Deletions of the shorlt arm of chromosome 9, including the interferon ‐ α / β genes, in acute lympocytic leukemia. Stuides on loss of heterozygosity, parental origin of deleted genes and prognosis

Abstract
A restriction fragment length polymorphism (RFLP) analysis of the α- and β-interferon (IFN) genes was performed in malignant cells from 52 patients with acute lymphocytic leukemia (ALL). Normal cell DNA was available for comparison in 23 of the patients. Ten patients were found to have gross alterations of their α- and β-IFN genes. Leukemic cells from 2 ALL patients showed a complete loss of α- and β-IFN genes. Seven patients had a hemizygous loss of one of the α- and β-IFN alleles, as shown by RFLP analysis and/or loss of signal intensity. In one other patient the malignant clone was reduced to homozygosity with regard to the α- and β-IFN genes, without loss of signal intensity. In patients without hemizygous deletions, the overall incidence of complete homozygosity for the α- and β polymorphisms was higher than expected. Analysis of the data indicates that the total frequency of ALL clones with gross alterations of the IFN-loci is around 30%. A 9p24 probe detected hemizygous deletions in 2 cases of IFN gene deletions.
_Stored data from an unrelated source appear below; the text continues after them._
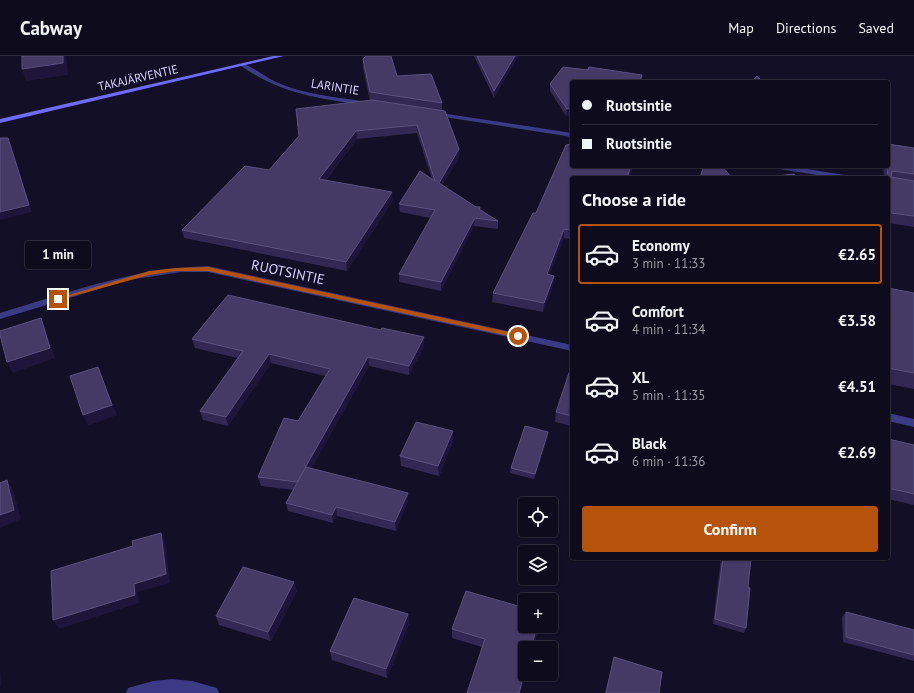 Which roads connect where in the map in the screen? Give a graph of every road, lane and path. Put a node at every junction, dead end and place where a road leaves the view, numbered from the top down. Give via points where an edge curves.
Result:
1 (281, 56) edge
2 (243, 65) junction
3 (378, 105) edge
4 (429, 113) edge
5 (0, 121) edge
6 (570, 135) edge
7 (785, 168) edge
8 (838, 176) edge
9 (0, 316) edge
10 (570, 348) edge
11 (890, 417) edge
12 (914, 423) edge
13 (133, 693) edge
14 (212, 693) edge

1 - 2 street, TAKAJÄRVENTIE
2 - 3 street, LARINTIE via 263,79 287,90
2 - 5 street, TAKAJÄRVENTIE
4 - 6 street
7 - 8 street
9 - 10 street, RUOTSINTIE via 129,277 168,270 208,269
11 - 12 street
13 - 14 street via 156,687 177,686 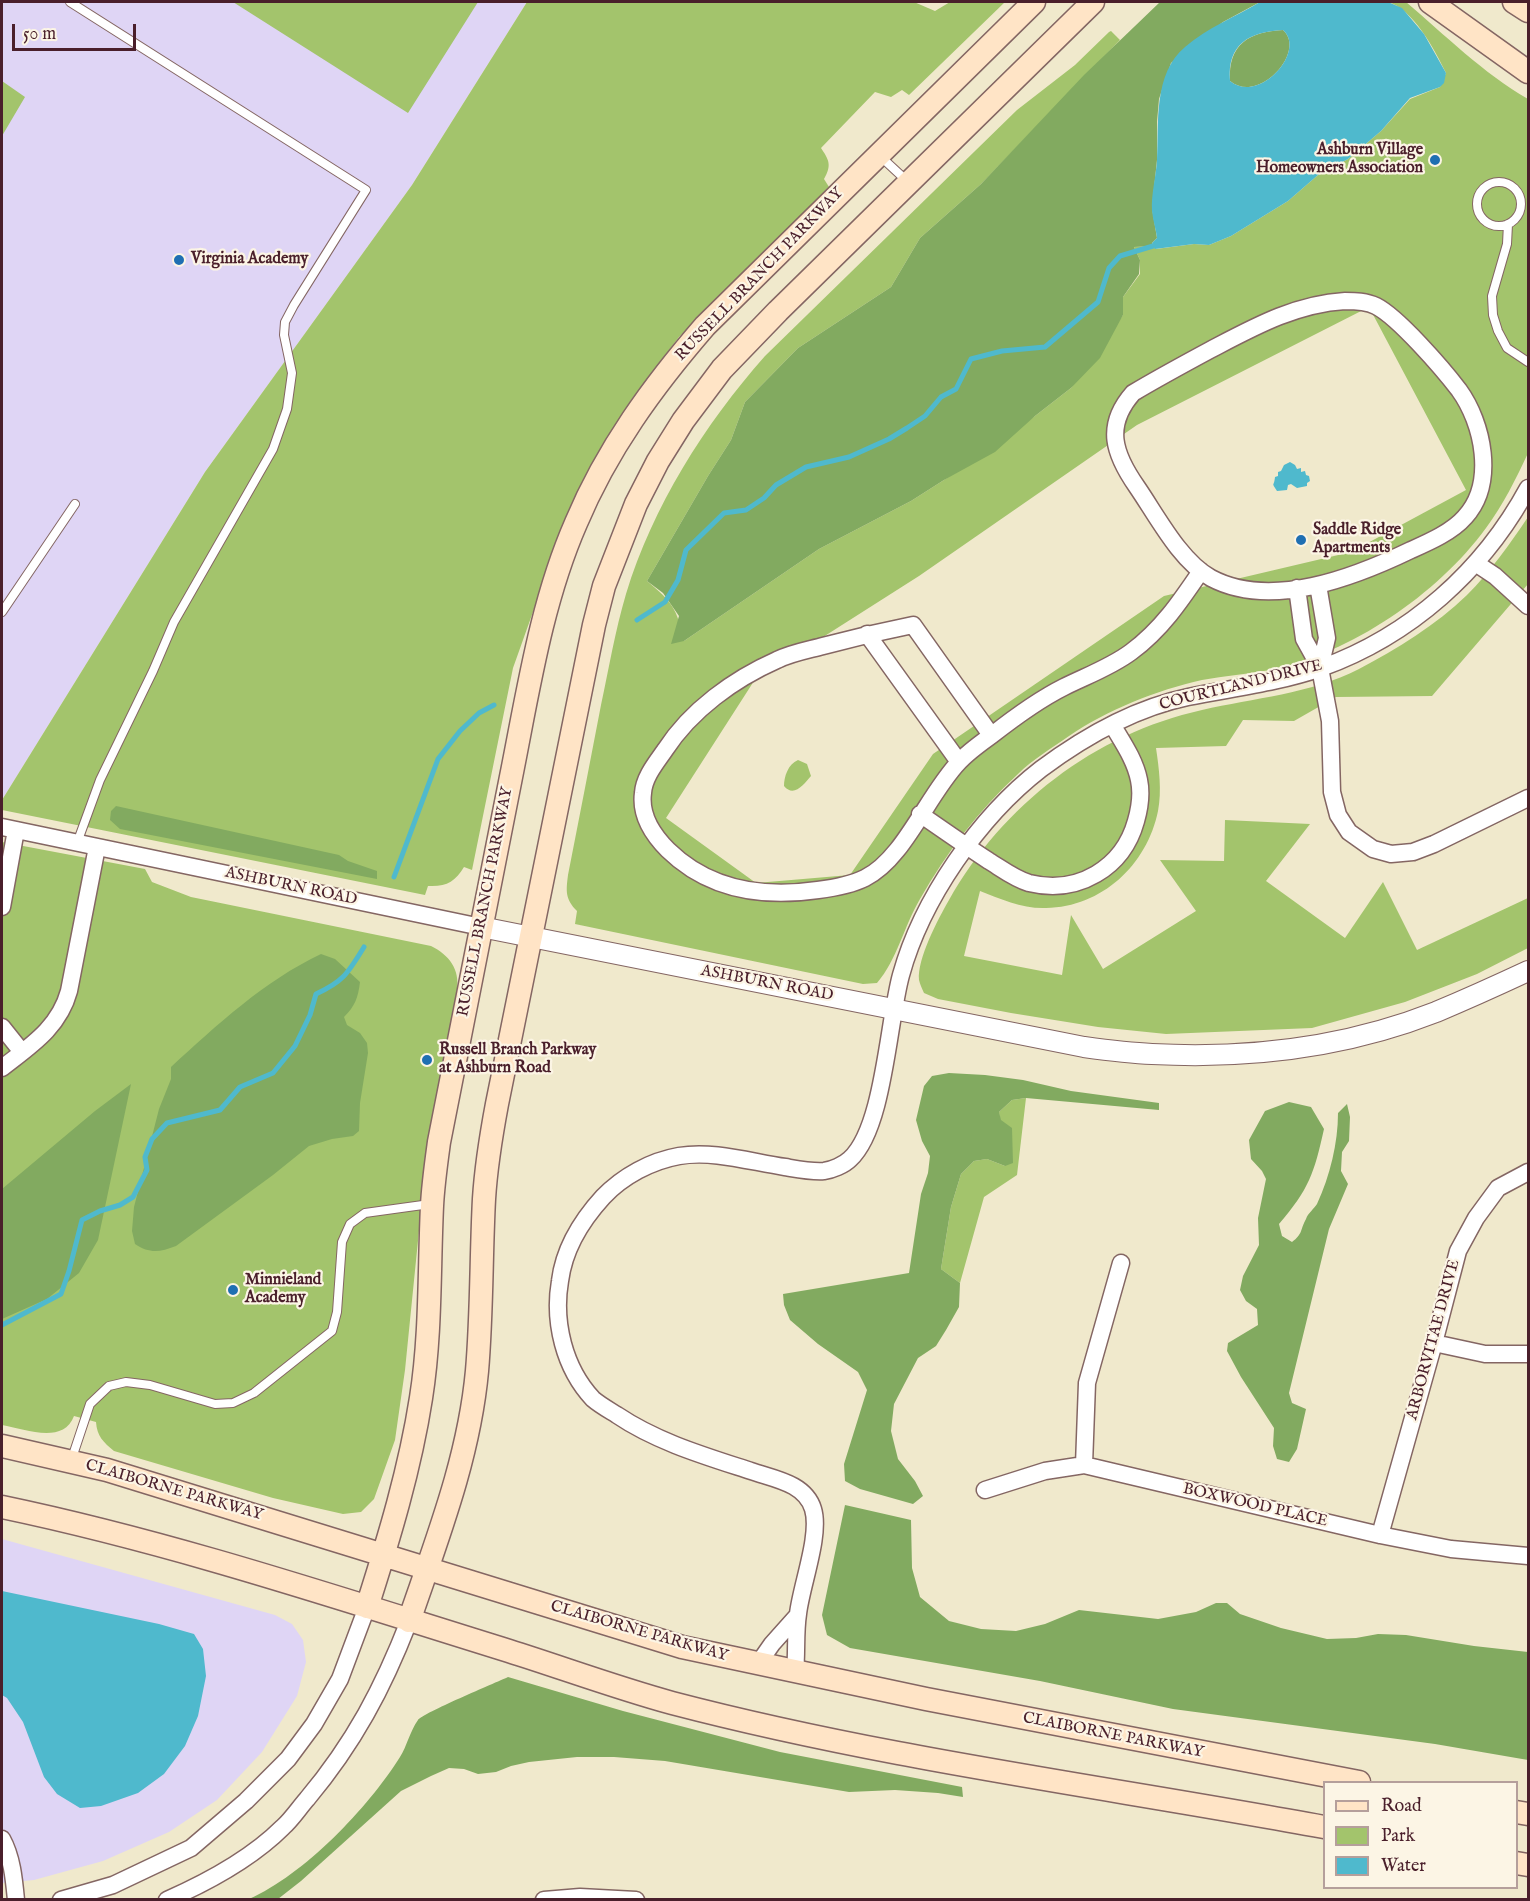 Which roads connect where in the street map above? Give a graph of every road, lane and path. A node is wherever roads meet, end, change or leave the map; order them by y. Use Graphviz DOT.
graph roads {
  1 [pos="70,2"];
  2 [pos="1034,2"];
  3 [pos="1093,2"];
  4 [pos="1430,2"];
  5 [pos="1514,2"];
  6 [pos="1528,11"];
  7 [pos="1528,72"];
  8 [pos="878,155"];
  9 [pos="908,182"];
  10 [pos="1509,225"];
  11 [pos="1528,362"];
  12 [pos="1528,488"];
  13 [pos="75,504"];
  14 [pos="1477,564"];
  15 [pos="1202,571"];
  16 [pos="1318,585"];
  17 [pos="1297,588"];
  18 [pos="1528,606"];
  19 [pos="2,612"];
  20 [pos="867,634"];
  21 [pos="1320,668"];
  22 [pos="1113,726"];
  23 [pos="991,735"];
  24 [pos="959,762"];
  25 [pos="1528,798"];
  26 [pos="921,814"];
  27 [pos="9,829"];
  28 [pos="77,843"];
  29 [pos="97,847"];
  30 [pos="968,847"];
  31 [pos="2,907"];
  32 [pos="481,927"];
  33 [pos="531,938"];
  34 [pos="1528,971"];
  35 [pos="894,1010"];
  36 [pos="2,1027"];
  37 [pos="22,1052"];
  38 [pos="2,1068"];
  39 [pos="1528,1172"];
  40 [pos="432,1204"];
  41 [pos="1121,1263"];
  42 [pos="1434,1343"];
  43 [pos="1528,1354"];
  44 [pos="2,1446"];
  45 [pos="71,1462"];
  46 [pos="1084,1465"];
  47 [pos="985,1490"];
  48 [pos="2,1507"];
  49 [pos="1380,1535"];
  50 [pos="384,1554"];
  51 [pos="1528,1556"];
  52 [pos="427,1569"];
  53 [pos="367,1607"];
  54 [pos="797,1616"];
  55 [pos="410,1621"];
  56 [pos="758,1664"];
  57 [pos="795,1672"];
  58 [pos="1354,1781"];
  59 [pos="1323,1827"];
  60 [pos="2,1839"];
  61 [pos="16,1899"];
  62 [pos="61,1899"];
  63 [pos="167,1899"];
  64 [pos="544,1899"];
  65 [pos="636,1899"];
  1 -- 28 [label="lane"];
  2 -- 8 [label="main road, RUSSELL BRANCH PARKWAY"];
  3 -- 9 [label="main road"];
  4 -- 7 [label="main road"];
  5 -- 6 [label="main road"];
  8 -- 9 [label="lane"];
  8 -- 32 [label="main road, RUSSELL BRANCH PARKWAY"];
  9 -- 33 [label="main road"];
  10 -- 10 [label="lane"];
  10 -- 11 [label="lane"];
  12 -- 14 [label="street, COURTLAND DRIVE"];
  13 -- 19 [label="lane"];
  14 -- 18 [label="street"];
  14 -- 21 [label="street, COURTLAND DRIVE"];
  15 -- 16 [label="street"];
  15 -- 17 [label="street"];
  15 -- 23 [label="street"];
  16 -- 17 [label="street"];
  16 -- 21 [label="street"];
  17 -- 21 [label="street"];
  20 -- 23 [label="street"];
  20 -- 24 [label="street"];
  20 -- 26 [label="street"];
  21 -- 22 [label="street, COURTLAND DRIVE"];
  21 -- 25 [label="street"];
  22 -- 30 [label="street, COURTLAND DRIVE"];
  22 -- 30 [label="street"];
  23 -- 24 [label="street"];
  24 -- 26 [label="street"];
  26 -- 30 [label="street"];
  27 -- 28 [label="street, ASHBURN ROAD"];
  27 -- 31 [label="street"];
  28 -- 29 [label="street, ASHBURN ROAD"];
  29 -- 32 [label="street, ASHBURN ROAD"];
  29 -- 37 [label="street"];
  30 -- 35 [label="street, COURTLAND DRIVE"];
  32 -- 33 [label="street, ASHBURN ROAD"];
  32 -- 40 [label="main road, RUSSELL BRANCH PARKWAY"];
  33 -- 35 [label="street, ASHBURN ROAD"];
  33 -- 52 [label="main road"];
  34 -- 35 [label="street, ASHBURN ROAD"];
  35 -- 54 [label="street, COURTLAND DRIVE"];
  36 -- 37 [label="street"];
  37 -- 38 [label="street"];
  39 -- 42 [label="street, ARBORVITAE DRIVE"];
  40 -- 45 [label="lane"];
  40 -- 50 [label="main road, RUSSELL BRANCH PARKWAY"];
  41 -- 46 [label="street"];
  42 -- 43 [label="street"];
  42 -- 49 [label="street, ARBORVITAE DRIVE"];
  44 -- 45 [label="main road, CLAIBORNE PARKWAY"];
  45 -- 50 [label="main road, CLAIBORNE PARKWAY"];
  46 -- 47 [label="street, BOXWOOD PLACE"];
  46 -- 49 [label="street, BOXWOOD PLACE"];
  48 -- 53 [label="main road"];
  49 -- 51 [label="street, BOXWOOD PLACE"];
  50 -- 52 [label="main road, CLAIBORNE PARKWAY"];
  50 -- 53 [label="main road, RUSSELL BRANCH PARKWAY"];
  52 -- 55 [label="main road"];
  52 -- 56 [label="main road, CLAIBORNE PARKWAY"];
  53 -- 55 [label="main road"];
  53 -- 62 [label="street, RUSSELL BRANCH PARKWAY"];
  54 -- 56 [label="street"];
  54 -- 57 [label="street, COURTLAND DRIVE"];
  55 -- 59 [label="main road"];
  55 -- 63 [label="street"];
  56 -- 57 [label="main road, CLAIBORNE PARKWAY"];
  57 -- 58 [label="main road, CLAIBORNE PARKWAY"];
  60 -- 61 [label="street"];
  64 -- 65 [label="street"];
} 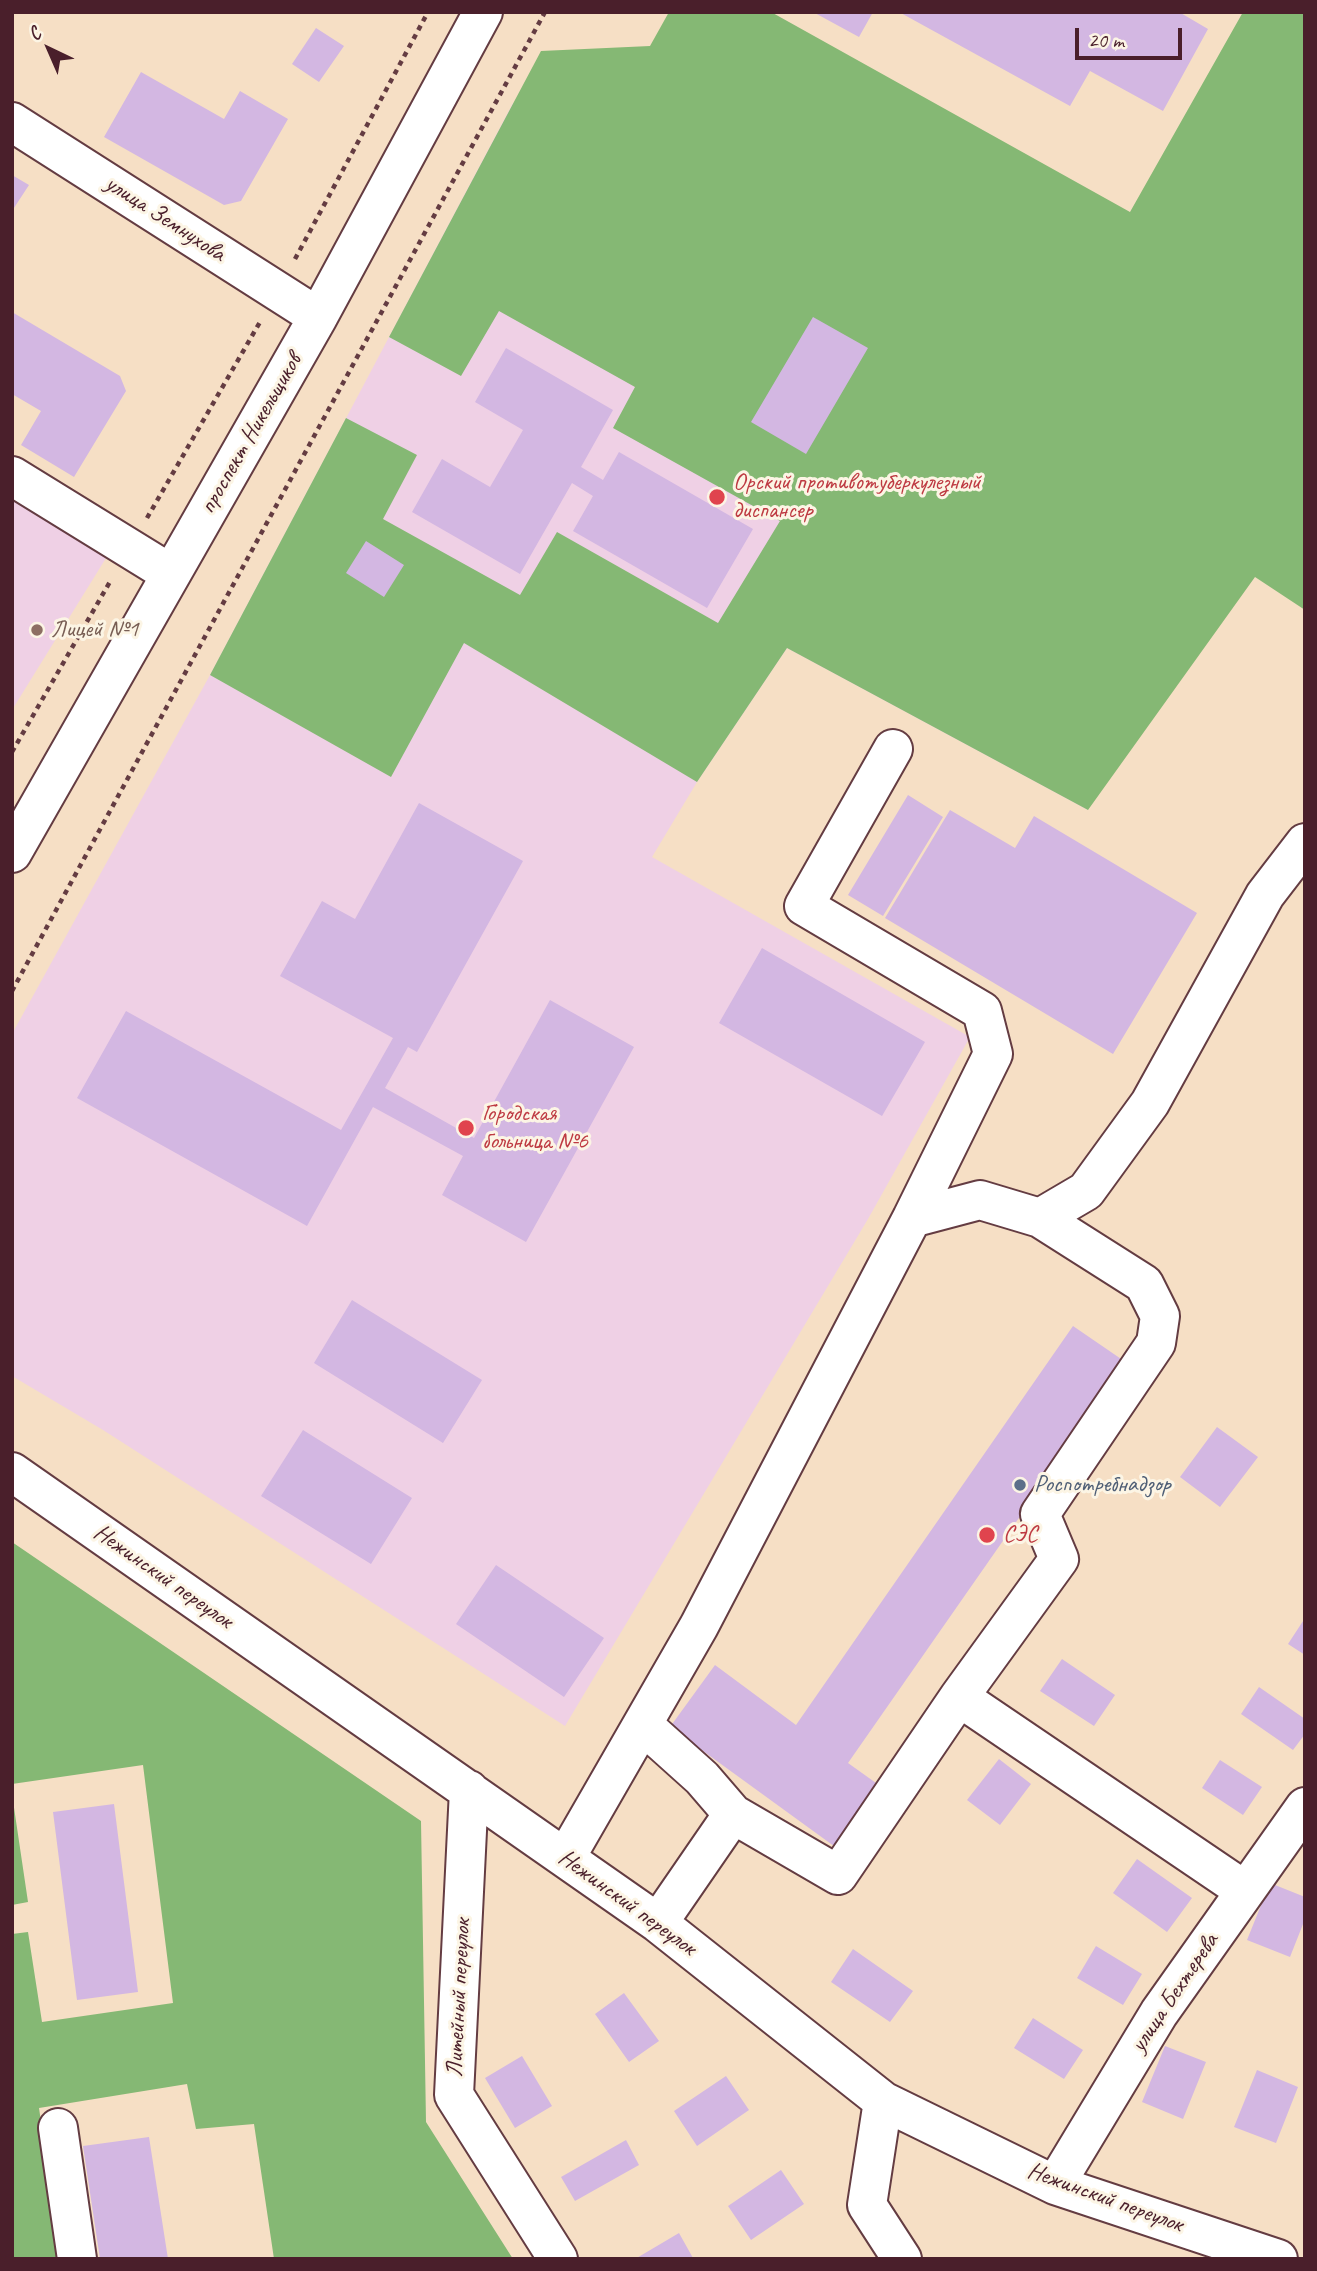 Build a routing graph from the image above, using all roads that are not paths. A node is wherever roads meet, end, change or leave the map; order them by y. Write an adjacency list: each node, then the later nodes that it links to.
1 (483, 12): 3 (street, проспект Никельщиков)
2 (12, 121): 3 (street, улица Земнухова)
3 (318, 317): 5 (street, проспект Никельщиков)
4 (12, 476): 5 (street)
5 (171, 574): 8 (street, проспект Никельщиков)
6 (893, 749): 10 (street)
7 (1305, 843): 9 (street)
8 (12, 853)
9 (1041, 1217): 10 (street); 12 (street)
10 (912, 1218): 13 (street)
11 (12, 1472): 14 (street, Нежинский переулок)
12 (959, 1698): 16 (street); 18 (street)
13 (643, 1725): 16 (street); 17 (street)
14 (469, 1790): 17 (street, Нежинский переулок); 24 (street, Литейный переулок)
15 (1305, 1807): 18 (street, улица Бехтерева)
16 (733, 1814): 19 (street)
17 (566, 1857): 19 (street, Нежинский переулок)
18 (1244, 1890): 22 (street, улица Бехтерева)
19 (657, 1923): 20 (street, Нежинский переулок)
20 (883, 2101): 22 (street, Нежинский переулок); 25 (street)
21 (58, 2128): 23 (street)
22 (1055, 2185): 26 (street, Нежинский переулок)
23 (77, 2259)
24 (558, 2259)
25 (902, 2259)
26 (1278, 2259)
In the other tested cases the deletions were interstitial. No deletions of 9p24 were detected in patients without allelic losses of IFN genes. In 5 cases of allelic IFN gene deletions, DNA from parents was available for comparison. In 4 cases the deleted allele was derived from the mother, whereas in the fifth it originated from the father. Pediatric ALL patients with IFN-gene deletions or homozygosity for all polymorphisms in the IFN-loci had a significantly worse prognosis than heterozygotes. We conclude that deletion of α- and β-IFN genes is a relatively common event in ALL and that RFLP analysis of the IFN genes may provide additional prognostic information in childhood ALL. Whether or not the IFNs act as tumor-suppressor genes in this disease is not yet known. (c) 1993 Wiley-Liss, Inc.